Asher said on a conference call after the court decision that moving bettors to the legal marketplace could be a difficult feat. He said illegal bookmakers have "structural advantages," and that's not only limited to the lack of league integrity fees.
Those books do not pay taxes and they don't have to deal with the compliance issues that regulated books will have. Asher said that states with high tax rates, such as Pennsylvania will find it difficult to compete with the underground market. Pennsylvania is a high tax state for existing gambling operations, and it's expected to treat sportsbooks similarly.
States are hoping to generate a new significant source of revenue from gambling businesses.
"Illegal bookies in Philadelphia and Pittsburgh could hypothetically give bettors a 25 percent rebate on losses and still be better off than the legal bookmakers," Asher said during the conference call with select media members, including CNBC, on Monday. "It's not as if the bookies are out today shopping for new careers."
Geoff Freeman, CEO of the American Gaming Association, is confident that the illegal market will be put out of business but says that it's going to take a partnership from the leagues. He said states structuring their legislation don't "need to reinvent the wheel."

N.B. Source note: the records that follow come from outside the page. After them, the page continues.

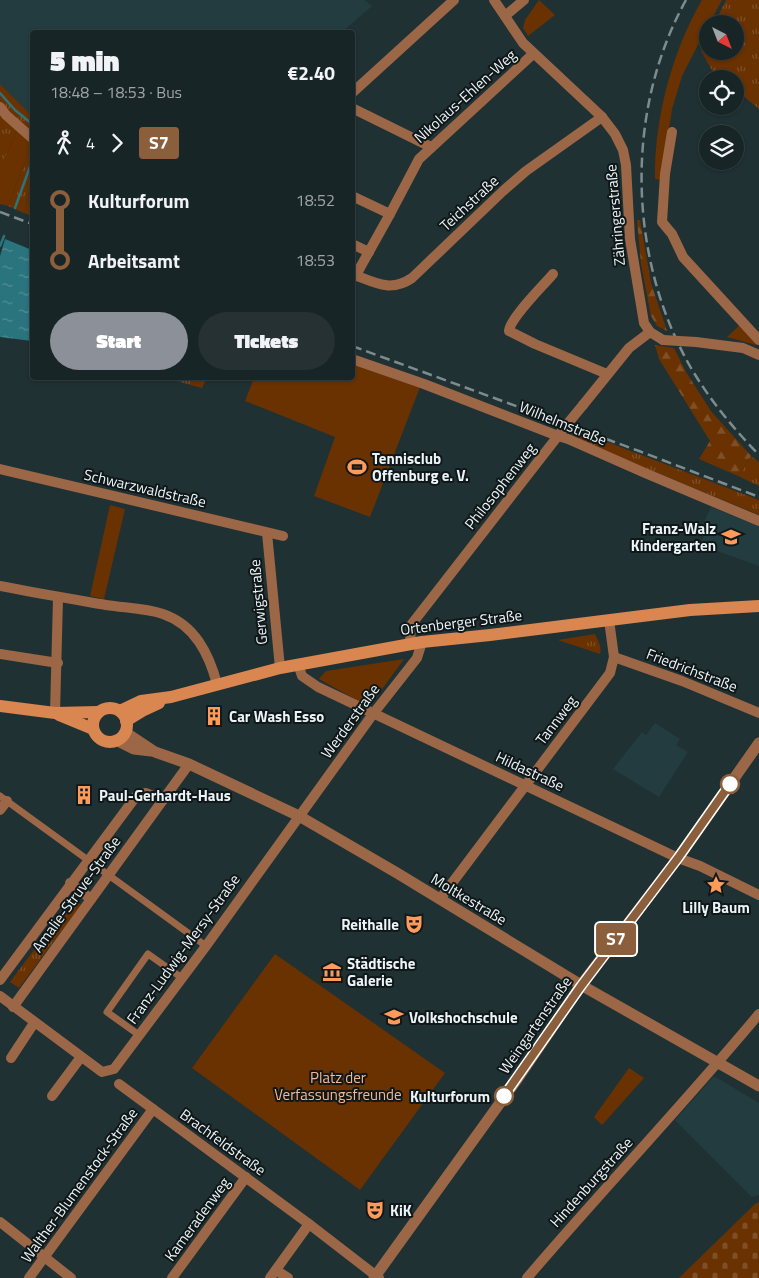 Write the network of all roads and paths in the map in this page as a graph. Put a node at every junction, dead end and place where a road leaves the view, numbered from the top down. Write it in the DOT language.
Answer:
graph roads {
  1 [pos="454,0"];
  2 [pos="494,0"];
  3 [pos="524,0"];
  4 [pos="505,16"];
  5 [pos="533,54"];
  6 [pos="355,90"];
  7 [pos="0,107"];
  8 [pos="355,109"];
  9 [pos="602,117"];
  10 [pos="672,132"];
  11 [pos="30,136"];
  12 [pos="431,147"];
  13 [pos="355,197"];
  14 [pos="390,214"];
  15 [pos="355,245"];
  16 [pos="369,252"];
  17 [pos="355,273"];
  18 [pos="355,274"];
  19 [pos="553,274"];
  20 [pos="650,332"];
  21 [pos="759,340"];
  22 [pos="759,355"];
  23 [pos="355,360"];
  24 [pos="608,374"];
  25 [pos="561,432"];
  26 [pos="0,469"];
  27 [pos="759,521"];
  28 [pos="267,533"];
  29 [pos="282,536"];
  30 [pos="0,586"];
  31 [pos="58,598"];
  32 [pos="759,606"];
  33 [pos="610,620"];
  34 [pos="416,643"];
  35 [pos="0,654"];
  36 [pos="614,657"];
  37 [pos="58,663"];
  38 [pos="298,664"];
  39 [pos="280,668"];
  40 [pos="217,684"];
  41 [pos="0,706"];
  42 [pos="98,712"];
  43 [pos="55,713"];
  44 [pos="759,713"];
  45 [pos="373,714"];
  46 [pos="122,726"];
  47 [pos="93,729"];
  48 [pos="759,743"];
  49 [pos="189,764"];
  50 [pos="526,785"];
  51 [pos="3,798"];
  52 [pos="163,800"];
  53 [pos="0,810"];
  54 [pos="299,816"];
  55 [pos="678,858"];
  56 [pos="88,860"];
  57 [pos="108,874"];
  58 [pos="70,883"];
  59 [pos="759,895"];
  60 [pos="91,899"];
  61 [pos="440,899"];
  62 [pos="206,946"];
  63 [pos="182,978"];
  64 [pos="0,980"];
  65 [pos="581,986"];
  66 [pos="0,996"];
  67 [pos="13,1007"];
  68 [pos="759,1014"];
  69 [pos="34,1023"];
  70 [pos="139,1035"];
  71 [pos="81,1057"];
  72 [pos="11,1058"];
  73 [pos="718,1063"];
  74 [pos="119,1084"];
  75 [pos="759,1086"];
  76 [pos="52,1096"];
  77 [pos="153,1109"];
  78 [pos="246,1177"];
  79 [pos="0,1222"];
  80 [pos="309,1224"];
  81 [pos="44,1258"];
  82 [pos="273,1274"];
  83 [pos="376,1277"];
  84 [pos="29,1278"];
  85 [pos="71,1278"];
  86 [pos="172,1278"];
  87 [pos="288,1278"];
  88 [pos="527,1278"];
  1 -- 6 [label="street"];
  2 -- 4 [label="street, Zähringerstraße"];
  3 -- 4 [label="street"];
  4 -- 5 [label="street, Zähringerstraße"];
  5 -- 9 [label="street, Zähringerstraße"];
  5 -- 12 [label="street, Nikolaus-Ehlen-Weg"];
  7 -- 11 [label="street"];
  8 -- 12 [label="street"];
  9 -- 18 [label="street, Teichstraße"];
  9 -- 20 [label="street, Zähringerstraße"];
  10 -- 21 [label="street"];
  12 -- 14 [label="street, Nikolaus-Ehlen-Weg"];
  13 -- 14 [label="street"];
  14 -- 16 [label="street, Nikolaus-Ehlen-Weg"];
  15 -- 16 [label="street"];
  16 -- 17 [label="street, Nikolaus-Ehlen-Weg"];
  19 -- 24 [label="street"];
  20 -- 22 [label="street, bridge"];
  20 -- 24 [label="street, Philosophenweg"];
  23 -- 25 [label="street, Wilhelmstraße"];
  24 -- 25 [label="street, Philosophenweg, bridge"];
  25 -- 27 [label="street, Wilhelmstraße"];
  25 -- 34 [label="street, Philosophenweg"];
  26 -- 28 [label="street, Schwarzwaldstraße"];
  28 -- 29 [label="street, Schwarzwaldstraße"];
  28 -- 39 [label="street, Gerwigstraße"];
  30 -- 31 [label="street"];
  31 -- 37 [label="street"];
  31 -- 40 [label="street"];
  32 -- 33 [label="main road, Ortenberger Straße"];
  33 -- 34 [label="main road, Ortenberger Straße"];
  33 -- 36 [label="street, Tannweg"];
  34 -- 38 [label="main road, Ortenberger Straße"];
  34 -- 45 [label="street, Werderstraße"];
  35 -- 37 [label="street"];
  36 -- 44 [label="street, Friedrichstraße"];
  36 -- 50 [label="street, Tannweg"];
  37 -- 43 [label="street"];
  38 -- 39 [label="main road, Ortenberger Straße"];
  38 -- 45 [label="street, Hildastraße"];
  39 -- 40 [label="main road, Ortenberger Straße"];
  40 -- 46 [label="main road, Ortenberger Straße"];
  41 -- 43 [label="main road"];
  42 -- 43 [label="main road"];
  42 -- 46 [label="main road"];
  42 -- 47 [label="main road"];
  43 -- 47 [label="main road"];
  45 -- 50 [label="street, Hildastraße"];
  45 -- 54 [label="street, Werderstraße"];
  46 -- 47 [label="main road"];
  46 -- 49 [label="street, Moltkestraße"];
  48 -- 55 [label="street, Weingartenstraße"];
  49 -- 52 [label="street, Amalie-Struve-Straße"];
  49 -- 54 [label="street, Moltkestraße"];
  50 -- 55 [label="street, Hildastraße"];
  50 -- 61 [label="street, Tannweg"];
  51 -- 53 [label="street"];
  51 -- 56 [label="street"];
  52 -- 56 [label="street, Amalie-Struve-Straße"];
  52 -- 57 [label="street, Amalie-Struve-Straße"];
  54 -- 61 [label="street, Moltkestraße"];
  54 -- 62 [label="street, Franz-Ludwig-Mersy-Straße"];
  55 -- 59 [label="street, Hildastraße"];
  55 -- 65 [label="street, Weingartenstraße"];
  56 -- 57 [label="street"];
  56 -- 58 [label="street"];
  57 -- 60 [label="street, Amalie-Struve-Straße"];
  57 -- 62 [label="street"];
  58 -- 60 [label="street"];
  58 -- 64 [label="street"];
  60 -- 67 [label="street, Amalie-Struve-Straße"];
  61 -- 65 [label="street, Moltkestraße"];
  62 -- 63 [label="street, Franz-Ludwig-Mersy-Straße"];
  63 -- 70 [label="street, Franz-Ludwig-Mersy-Straße"];
  63 -- 70 [label="street"];
  65 -- 73 [label="street, Moltkestraße"];
  65 -- 83 [label="street, Weingartenstraße"];
  66 -- 67 [label="street, Franz-Ludwig-Mersy-Straße"];
  67 -- 69 [label="street, Franz-Ludwig-Mersy-Straße"];
  68 -- 73 [label="street, Hindenburgstraße"];
  69 -- 71 [label="street, Franz-Ludwig-Mersy-Straße"];
  69 -- 72 [label="street"];
  70 -- 71 [label="street, Franz-Ludwig-Mersy-Straße"];
  71 -- 76 [label="street"];
  73 -- 75 [label="street, Moltkestraße"];
  73 -- 88 [label="street, Hindenburgstraße"];
  74 -- 77 [label="street, Brachfeldstraße"];
  77 -- 78 [label="street, Brachfeldstraße"];
  77 -- 81 [label="street, Walther-Blumenstock-Straße"];
  78 -- 80 [label="street, Brachfeldstraße"];
  78 -- 86 [label="street, Kameradenweg"];
  79 -- 81 [label="street"];
  80 -- 82 [label="street"];
  80 -- 83 [label="street, Brachfeldstraße"];
  81 -- 84 [label="street, Walther-Blumenstock-Straße"];
  81 -- 85 [label="street"];
  82 -- 87 [label="street"];
}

"We have a functioning market and I hope [the states] look at what we have in Nevada," Freeman said on a conference call with the media Monday.
Currently, there is no integrity fee or tax written into any legislation anywhere in the U.S.
"No integrity tax currently in any of these states," Asher said. "[There's] never been an integrity tax in Nevada, no requirement to use league source data. That doesn't exist in Nevada."
Asher added that the integrity fee is not something William Hill believes is warranted.
"There is plenty of money to be made by the professional sports leagues without an integrity tax," Asher said. "They are going to be big winners throughout this for sure."